**Entries supplied**
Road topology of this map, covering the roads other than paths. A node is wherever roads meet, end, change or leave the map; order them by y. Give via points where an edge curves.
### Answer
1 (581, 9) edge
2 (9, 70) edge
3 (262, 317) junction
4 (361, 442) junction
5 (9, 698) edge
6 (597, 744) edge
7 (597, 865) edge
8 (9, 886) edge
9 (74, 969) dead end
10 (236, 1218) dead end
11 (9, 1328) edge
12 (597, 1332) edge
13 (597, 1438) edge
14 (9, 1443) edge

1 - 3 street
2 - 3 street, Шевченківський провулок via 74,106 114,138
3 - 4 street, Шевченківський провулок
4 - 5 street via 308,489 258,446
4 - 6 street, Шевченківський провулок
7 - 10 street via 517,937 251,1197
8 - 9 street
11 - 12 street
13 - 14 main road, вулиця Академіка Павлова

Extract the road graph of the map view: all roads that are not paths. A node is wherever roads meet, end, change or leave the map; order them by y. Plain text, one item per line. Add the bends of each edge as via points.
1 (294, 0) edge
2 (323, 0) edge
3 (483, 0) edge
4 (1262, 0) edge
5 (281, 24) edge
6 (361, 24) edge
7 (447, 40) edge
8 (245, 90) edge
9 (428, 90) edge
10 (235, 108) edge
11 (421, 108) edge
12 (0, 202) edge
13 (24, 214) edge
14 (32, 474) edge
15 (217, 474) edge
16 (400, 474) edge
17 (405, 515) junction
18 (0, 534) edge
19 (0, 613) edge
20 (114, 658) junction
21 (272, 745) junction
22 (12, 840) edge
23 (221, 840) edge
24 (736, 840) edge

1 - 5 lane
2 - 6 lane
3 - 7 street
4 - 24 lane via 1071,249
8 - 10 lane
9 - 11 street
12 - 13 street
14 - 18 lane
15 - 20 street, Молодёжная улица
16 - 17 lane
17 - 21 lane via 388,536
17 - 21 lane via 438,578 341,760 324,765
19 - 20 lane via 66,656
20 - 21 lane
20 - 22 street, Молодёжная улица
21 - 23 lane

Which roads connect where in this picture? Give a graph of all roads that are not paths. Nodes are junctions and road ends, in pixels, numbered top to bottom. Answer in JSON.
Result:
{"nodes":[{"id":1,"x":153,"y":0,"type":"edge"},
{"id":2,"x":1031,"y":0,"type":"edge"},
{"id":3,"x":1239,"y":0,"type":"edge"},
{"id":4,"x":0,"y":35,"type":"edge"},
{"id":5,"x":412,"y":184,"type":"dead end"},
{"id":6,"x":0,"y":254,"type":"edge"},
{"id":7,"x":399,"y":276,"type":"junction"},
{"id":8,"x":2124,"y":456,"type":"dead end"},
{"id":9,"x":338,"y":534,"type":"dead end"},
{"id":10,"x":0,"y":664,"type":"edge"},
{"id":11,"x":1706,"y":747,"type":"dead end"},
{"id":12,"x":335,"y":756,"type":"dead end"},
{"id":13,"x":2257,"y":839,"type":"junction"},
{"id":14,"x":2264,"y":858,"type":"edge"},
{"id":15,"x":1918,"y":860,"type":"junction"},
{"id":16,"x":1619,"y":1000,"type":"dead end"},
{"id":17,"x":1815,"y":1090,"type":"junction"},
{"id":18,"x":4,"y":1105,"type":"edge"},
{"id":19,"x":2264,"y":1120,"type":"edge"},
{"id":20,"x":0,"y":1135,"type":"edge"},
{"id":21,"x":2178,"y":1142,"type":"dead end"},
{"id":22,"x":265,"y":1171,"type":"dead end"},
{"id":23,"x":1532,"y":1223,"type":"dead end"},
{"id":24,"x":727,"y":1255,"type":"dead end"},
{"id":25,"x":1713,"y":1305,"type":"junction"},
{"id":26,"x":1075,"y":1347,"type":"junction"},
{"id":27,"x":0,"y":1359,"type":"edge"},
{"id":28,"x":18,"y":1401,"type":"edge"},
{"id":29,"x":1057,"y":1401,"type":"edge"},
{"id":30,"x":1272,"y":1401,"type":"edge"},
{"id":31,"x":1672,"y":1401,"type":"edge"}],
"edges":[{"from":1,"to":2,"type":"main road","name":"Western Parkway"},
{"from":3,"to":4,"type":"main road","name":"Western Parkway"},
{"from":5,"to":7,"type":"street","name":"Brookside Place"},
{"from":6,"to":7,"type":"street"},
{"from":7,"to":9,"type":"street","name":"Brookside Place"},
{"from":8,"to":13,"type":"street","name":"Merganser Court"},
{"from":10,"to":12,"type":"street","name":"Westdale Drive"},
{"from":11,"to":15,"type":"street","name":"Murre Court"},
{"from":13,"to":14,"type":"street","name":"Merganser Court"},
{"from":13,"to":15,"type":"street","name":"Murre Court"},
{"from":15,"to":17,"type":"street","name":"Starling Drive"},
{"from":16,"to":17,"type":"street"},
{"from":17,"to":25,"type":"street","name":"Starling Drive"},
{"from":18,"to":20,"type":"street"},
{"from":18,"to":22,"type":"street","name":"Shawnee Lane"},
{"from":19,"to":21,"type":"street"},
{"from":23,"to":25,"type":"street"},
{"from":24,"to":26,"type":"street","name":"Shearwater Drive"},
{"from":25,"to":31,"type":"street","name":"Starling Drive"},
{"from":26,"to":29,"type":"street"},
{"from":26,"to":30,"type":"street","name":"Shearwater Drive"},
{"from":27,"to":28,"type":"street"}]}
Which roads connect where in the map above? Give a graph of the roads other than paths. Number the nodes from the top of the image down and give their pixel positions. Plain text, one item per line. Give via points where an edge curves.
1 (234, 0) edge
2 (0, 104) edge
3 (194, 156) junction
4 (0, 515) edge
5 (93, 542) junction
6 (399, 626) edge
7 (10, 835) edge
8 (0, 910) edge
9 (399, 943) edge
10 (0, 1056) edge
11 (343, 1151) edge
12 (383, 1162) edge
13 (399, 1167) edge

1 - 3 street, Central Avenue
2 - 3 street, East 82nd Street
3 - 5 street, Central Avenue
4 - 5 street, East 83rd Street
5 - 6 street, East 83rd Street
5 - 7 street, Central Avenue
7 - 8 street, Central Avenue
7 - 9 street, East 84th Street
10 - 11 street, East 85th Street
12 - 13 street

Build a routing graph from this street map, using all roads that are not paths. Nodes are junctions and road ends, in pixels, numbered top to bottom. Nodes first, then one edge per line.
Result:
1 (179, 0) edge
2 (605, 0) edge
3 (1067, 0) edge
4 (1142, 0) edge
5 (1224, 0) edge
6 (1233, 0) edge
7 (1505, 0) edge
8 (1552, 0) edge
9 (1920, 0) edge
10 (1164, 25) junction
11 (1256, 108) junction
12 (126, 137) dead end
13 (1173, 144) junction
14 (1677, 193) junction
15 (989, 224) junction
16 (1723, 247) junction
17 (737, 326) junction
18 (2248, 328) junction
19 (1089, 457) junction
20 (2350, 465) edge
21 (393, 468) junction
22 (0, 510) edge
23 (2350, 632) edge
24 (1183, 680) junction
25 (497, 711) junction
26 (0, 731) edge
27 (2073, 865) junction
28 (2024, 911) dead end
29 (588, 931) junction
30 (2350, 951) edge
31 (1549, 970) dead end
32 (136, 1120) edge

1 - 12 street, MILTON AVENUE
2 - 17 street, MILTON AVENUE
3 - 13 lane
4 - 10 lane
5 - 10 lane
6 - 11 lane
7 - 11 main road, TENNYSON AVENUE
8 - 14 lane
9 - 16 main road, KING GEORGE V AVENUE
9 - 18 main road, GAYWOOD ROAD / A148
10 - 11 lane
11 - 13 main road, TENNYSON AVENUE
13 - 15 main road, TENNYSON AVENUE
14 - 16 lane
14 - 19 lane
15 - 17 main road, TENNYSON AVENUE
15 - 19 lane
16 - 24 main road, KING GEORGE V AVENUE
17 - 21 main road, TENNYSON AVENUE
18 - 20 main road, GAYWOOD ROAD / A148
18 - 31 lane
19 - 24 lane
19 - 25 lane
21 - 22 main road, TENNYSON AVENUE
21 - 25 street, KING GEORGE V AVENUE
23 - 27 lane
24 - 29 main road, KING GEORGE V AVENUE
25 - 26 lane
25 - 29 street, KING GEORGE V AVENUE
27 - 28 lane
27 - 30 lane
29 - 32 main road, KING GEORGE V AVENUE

**Assignment**
When a line in the entries above contains "MILTON", count it; please answer with the number only.

**The completed task**
2